Should a line in the entries below contain "dead", return that line.

Extracted records Block Start

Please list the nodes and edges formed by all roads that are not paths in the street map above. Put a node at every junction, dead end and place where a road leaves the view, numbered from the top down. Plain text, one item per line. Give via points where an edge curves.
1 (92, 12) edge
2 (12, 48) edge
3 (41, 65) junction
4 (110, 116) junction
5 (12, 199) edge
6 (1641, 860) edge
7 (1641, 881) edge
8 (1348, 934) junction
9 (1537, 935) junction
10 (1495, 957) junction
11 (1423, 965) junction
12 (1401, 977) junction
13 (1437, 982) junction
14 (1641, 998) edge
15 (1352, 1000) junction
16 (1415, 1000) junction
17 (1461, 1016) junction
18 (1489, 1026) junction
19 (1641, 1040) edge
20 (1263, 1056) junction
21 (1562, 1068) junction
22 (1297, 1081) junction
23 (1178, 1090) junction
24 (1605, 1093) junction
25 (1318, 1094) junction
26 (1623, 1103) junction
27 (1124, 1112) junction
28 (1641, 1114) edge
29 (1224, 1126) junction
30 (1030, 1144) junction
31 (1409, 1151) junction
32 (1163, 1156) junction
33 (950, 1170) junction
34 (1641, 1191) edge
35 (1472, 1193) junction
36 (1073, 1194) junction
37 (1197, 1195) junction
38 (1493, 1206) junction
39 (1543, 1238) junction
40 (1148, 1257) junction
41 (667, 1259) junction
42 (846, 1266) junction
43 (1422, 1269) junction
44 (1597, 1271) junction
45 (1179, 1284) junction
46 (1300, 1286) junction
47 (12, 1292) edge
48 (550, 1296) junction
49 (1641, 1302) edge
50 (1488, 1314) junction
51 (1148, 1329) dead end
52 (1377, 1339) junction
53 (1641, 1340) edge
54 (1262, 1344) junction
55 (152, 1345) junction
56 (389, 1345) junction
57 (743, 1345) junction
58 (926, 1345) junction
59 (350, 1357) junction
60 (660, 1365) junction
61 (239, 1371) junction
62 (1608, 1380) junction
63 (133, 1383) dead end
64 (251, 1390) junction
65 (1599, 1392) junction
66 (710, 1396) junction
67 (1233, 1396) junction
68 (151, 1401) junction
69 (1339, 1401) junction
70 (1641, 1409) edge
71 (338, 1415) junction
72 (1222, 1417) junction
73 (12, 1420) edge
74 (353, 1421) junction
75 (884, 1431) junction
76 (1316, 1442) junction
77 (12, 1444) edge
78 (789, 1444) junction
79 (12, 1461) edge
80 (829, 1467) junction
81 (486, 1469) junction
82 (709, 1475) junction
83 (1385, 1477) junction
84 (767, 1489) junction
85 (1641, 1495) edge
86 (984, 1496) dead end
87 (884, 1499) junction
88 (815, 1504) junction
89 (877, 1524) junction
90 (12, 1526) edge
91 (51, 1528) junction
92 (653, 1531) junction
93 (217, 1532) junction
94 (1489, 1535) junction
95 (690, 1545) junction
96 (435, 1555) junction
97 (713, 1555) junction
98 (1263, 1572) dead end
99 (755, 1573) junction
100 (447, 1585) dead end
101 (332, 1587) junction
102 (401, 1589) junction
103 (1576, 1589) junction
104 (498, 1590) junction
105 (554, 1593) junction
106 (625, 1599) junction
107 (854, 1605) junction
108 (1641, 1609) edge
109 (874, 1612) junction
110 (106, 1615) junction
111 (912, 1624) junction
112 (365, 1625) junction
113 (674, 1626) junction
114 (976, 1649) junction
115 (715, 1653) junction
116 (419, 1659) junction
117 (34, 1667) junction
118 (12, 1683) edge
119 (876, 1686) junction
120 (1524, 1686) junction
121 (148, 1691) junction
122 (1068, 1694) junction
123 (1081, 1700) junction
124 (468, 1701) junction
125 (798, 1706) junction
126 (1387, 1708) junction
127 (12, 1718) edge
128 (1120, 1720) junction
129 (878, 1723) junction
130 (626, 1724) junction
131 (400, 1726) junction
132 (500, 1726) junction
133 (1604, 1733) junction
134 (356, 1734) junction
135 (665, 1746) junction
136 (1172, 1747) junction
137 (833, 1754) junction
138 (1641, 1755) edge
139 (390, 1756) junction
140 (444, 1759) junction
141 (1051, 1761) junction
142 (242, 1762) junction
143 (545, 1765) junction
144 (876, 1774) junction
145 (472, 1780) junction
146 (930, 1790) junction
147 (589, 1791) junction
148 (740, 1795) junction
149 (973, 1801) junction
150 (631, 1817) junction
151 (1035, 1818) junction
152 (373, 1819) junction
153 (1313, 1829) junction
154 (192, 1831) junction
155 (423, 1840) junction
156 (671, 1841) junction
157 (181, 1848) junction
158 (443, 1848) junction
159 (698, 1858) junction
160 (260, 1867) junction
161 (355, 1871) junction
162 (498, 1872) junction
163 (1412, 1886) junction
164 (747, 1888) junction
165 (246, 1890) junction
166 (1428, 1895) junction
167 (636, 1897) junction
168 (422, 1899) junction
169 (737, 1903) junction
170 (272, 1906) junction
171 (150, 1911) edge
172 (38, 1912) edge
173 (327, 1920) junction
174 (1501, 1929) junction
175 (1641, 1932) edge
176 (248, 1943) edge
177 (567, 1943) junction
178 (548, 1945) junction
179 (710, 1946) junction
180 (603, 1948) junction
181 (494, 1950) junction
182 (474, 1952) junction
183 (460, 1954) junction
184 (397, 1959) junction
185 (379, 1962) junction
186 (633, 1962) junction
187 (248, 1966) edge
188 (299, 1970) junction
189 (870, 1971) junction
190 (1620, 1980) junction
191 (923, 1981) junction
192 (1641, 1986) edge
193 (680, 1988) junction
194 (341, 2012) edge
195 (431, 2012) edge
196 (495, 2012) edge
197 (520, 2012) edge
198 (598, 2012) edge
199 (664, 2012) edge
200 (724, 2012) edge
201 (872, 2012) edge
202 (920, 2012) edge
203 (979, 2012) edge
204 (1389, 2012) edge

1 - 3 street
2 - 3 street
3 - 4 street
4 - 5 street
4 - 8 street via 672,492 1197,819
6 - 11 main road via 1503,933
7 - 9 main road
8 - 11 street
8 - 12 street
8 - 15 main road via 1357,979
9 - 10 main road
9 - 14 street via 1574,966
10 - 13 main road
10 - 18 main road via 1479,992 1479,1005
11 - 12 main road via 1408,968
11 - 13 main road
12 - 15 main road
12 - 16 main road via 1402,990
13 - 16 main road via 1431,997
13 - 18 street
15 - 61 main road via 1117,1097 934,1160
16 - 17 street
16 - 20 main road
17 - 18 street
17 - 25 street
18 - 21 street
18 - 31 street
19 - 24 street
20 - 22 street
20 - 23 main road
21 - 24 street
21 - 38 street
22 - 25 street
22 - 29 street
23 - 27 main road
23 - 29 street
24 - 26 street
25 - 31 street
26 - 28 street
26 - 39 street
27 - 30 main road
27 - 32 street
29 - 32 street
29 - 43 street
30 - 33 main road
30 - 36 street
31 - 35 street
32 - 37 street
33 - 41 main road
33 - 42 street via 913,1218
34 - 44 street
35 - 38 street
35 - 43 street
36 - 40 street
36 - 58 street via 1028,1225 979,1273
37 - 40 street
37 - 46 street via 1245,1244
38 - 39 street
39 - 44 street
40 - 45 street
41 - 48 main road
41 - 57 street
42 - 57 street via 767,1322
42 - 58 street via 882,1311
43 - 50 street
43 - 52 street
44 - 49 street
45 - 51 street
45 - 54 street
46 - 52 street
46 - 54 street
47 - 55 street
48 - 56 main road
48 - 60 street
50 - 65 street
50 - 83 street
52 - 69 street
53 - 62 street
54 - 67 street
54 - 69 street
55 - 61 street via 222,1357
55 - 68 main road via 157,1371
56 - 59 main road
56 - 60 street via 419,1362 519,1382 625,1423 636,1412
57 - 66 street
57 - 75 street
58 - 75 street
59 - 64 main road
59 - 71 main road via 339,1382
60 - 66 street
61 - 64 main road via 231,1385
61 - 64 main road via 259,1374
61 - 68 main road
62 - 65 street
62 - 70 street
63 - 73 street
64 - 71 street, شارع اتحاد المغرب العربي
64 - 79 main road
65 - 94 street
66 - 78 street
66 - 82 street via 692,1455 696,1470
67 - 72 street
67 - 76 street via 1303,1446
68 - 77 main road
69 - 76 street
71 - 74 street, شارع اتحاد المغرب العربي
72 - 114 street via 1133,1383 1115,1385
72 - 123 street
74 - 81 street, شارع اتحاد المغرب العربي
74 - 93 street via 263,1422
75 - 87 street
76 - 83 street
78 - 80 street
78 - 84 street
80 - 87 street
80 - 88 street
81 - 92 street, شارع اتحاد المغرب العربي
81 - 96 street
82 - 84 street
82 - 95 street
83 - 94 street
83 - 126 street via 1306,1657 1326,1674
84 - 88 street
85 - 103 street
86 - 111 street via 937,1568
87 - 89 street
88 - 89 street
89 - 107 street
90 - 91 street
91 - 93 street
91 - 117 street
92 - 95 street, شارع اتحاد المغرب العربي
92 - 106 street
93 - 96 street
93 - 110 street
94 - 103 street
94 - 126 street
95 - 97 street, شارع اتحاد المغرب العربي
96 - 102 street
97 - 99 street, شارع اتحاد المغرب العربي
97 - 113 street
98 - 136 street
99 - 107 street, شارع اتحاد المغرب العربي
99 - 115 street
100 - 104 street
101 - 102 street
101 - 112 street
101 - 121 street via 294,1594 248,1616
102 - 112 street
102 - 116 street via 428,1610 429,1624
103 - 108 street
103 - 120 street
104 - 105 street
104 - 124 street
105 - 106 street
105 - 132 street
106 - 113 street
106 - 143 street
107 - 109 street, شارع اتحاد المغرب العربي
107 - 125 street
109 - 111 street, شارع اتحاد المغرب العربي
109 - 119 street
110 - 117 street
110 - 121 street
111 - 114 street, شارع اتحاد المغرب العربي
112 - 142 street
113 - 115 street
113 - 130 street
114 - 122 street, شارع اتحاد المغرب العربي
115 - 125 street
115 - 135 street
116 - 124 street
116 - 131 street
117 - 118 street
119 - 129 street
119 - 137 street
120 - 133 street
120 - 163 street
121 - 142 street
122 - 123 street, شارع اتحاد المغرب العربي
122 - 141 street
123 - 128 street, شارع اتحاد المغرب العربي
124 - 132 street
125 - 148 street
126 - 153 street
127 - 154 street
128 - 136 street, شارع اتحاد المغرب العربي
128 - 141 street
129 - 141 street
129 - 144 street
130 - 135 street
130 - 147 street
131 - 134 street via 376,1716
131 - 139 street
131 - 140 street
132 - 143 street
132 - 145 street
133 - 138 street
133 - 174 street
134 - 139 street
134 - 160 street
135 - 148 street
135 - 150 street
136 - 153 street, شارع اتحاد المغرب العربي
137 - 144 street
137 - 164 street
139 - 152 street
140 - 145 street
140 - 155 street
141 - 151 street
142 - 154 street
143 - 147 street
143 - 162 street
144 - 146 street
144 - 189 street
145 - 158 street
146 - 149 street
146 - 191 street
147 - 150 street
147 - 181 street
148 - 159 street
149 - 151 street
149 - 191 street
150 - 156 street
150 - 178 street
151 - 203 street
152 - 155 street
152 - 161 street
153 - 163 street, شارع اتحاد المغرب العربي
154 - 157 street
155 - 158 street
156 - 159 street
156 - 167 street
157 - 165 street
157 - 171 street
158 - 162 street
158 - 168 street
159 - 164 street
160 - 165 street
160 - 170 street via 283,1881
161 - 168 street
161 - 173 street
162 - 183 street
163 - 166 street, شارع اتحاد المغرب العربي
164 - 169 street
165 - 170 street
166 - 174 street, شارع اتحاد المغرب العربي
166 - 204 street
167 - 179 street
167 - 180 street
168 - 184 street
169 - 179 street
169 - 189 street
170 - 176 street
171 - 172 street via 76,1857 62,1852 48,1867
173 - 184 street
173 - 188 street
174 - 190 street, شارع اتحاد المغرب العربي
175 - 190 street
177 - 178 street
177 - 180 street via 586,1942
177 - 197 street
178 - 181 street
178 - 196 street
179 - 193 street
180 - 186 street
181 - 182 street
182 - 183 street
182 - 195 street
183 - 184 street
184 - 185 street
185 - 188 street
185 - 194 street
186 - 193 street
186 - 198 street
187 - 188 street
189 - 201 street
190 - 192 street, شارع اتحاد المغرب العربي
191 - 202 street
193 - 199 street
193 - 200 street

Extracted records Block End

- **Answer to this task**
Please list the nodes and edges formed by all roads that are not paths in the street map above. Put a node at every junction, dead end and place where a road leaves the view, numbered from the top down. Plain text, one item per line. Give via points where an edge curves.
51 (1148, 1329) dead end
63 (133, 1383) dead end
86 (984, 1496) dead end
98 (1263, 1572) dead end
100 (447, 1585) dead end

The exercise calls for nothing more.